LentiGlobin (BB305, bluebird bio) — designed to treat beta-thalassemia major and severe sickle cell disease — inserts a functional human beta-globin gene into the patients’ hematopoietic cells ex vivo. The patient then receives the modified cells through an autologous stem cell transplantation.
The FDA based its decision in part on data from two ongoing phase 1/phase 2 trials designed to evaluate LentiGlobin in patients with beta-thalassemia major and sickle cell disease. The first four patients treated — all of whom required chronic blood transfusions at baseline —demonstrated sufficient hemoglobin production to reduce or eliminate the need for transfusion support after at least 3 months of follow-up after receiving the therapy.
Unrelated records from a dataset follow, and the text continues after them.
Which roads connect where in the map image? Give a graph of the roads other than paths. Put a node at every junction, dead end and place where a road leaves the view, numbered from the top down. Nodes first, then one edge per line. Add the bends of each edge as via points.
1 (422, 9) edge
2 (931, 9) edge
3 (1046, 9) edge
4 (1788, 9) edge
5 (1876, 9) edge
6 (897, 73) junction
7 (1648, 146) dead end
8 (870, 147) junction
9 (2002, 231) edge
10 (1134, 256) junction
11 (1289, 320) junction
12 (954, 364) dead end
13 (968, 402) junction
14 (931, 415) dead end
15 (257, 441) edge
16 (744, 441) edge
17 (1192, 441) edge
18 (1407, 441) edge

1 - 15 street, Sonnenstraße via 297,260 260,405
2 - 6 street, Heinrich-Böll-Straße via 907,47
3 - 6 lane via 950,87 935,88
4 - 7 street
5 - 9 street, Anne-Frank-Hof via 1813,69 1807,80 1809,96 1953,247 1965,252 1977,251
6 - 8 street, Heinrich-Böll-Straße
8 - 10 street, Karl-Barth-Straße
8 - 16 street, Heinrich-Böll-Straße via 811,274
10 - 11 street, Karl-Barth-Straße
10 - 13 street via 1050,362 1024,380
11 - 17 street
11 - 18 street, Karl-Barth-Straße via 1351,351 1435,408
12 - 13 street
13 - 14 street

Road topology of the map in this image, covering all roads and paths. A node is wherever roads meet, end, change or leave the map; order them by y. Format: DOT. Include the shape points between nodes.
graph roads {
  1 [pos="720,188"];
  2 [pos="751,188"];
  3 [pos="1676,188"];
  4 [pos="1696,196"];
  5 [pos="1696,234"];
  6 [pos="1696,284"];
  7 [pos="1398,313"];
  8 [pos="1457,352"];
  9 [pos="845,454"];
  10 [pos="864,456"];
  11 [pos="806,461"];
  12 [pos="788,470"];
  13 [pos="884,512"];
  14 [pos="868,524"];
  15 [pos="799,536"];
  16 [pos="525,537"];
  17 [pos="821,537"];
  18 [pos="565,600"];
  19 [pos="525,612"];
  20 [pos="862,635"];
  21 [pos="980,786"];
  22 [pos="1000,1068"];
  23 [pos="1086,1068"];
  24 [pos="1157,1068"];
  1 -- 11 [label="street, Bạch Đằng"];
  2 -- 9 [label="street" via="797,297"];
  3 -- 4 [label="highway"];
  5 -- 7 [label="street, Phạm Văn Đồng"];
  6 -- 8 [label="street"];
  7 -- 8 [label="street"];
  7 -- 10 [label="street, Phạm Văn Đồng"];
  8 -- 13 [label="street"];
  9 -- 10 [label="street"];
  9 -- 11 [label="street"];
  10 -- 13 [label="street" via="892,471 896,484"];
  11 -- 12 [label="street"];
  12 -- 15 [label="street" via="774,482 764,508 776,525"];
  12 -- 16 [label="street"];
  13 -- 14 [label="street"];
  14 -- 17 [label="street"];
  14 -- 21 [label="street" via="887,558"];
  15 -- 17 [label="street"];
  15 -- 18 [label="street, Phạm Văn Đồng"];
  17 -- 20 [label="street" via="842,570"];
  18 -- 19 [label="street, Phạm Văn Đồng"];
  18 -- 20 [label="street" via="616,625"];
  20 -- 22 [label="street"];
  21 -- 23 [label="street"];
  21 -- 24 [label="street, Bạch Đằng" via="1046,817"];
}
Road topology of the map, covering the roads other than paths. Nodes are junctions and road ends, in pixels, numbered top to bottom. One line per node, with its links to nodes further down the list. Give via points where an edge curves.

"The FDA's breakthrough designation of LentiGlobin highlights that new therapies are needed for the treatment of patients with beta-thalassemia major, especially treatments with the potential to meaningfully reduce or liberate patients from transfusion dependence," David Davidson, MD, chief medical officer of bluebird bio, said in a press release. "Our early clinical data investigating the use of LentiGlobin in patients with multiple genotypes of beta-thalassemia major — including beta-0/beta-0, the most severe genotype — are very encouraging, and we remain on track to complete enrollment in the Northstar and HGB-205 studies in 2015. In light of the breakthrough designation, we look forward to working even more closely with the FDA to expedite the development of LentiGlobin for the treatment of beta-thalassemia major."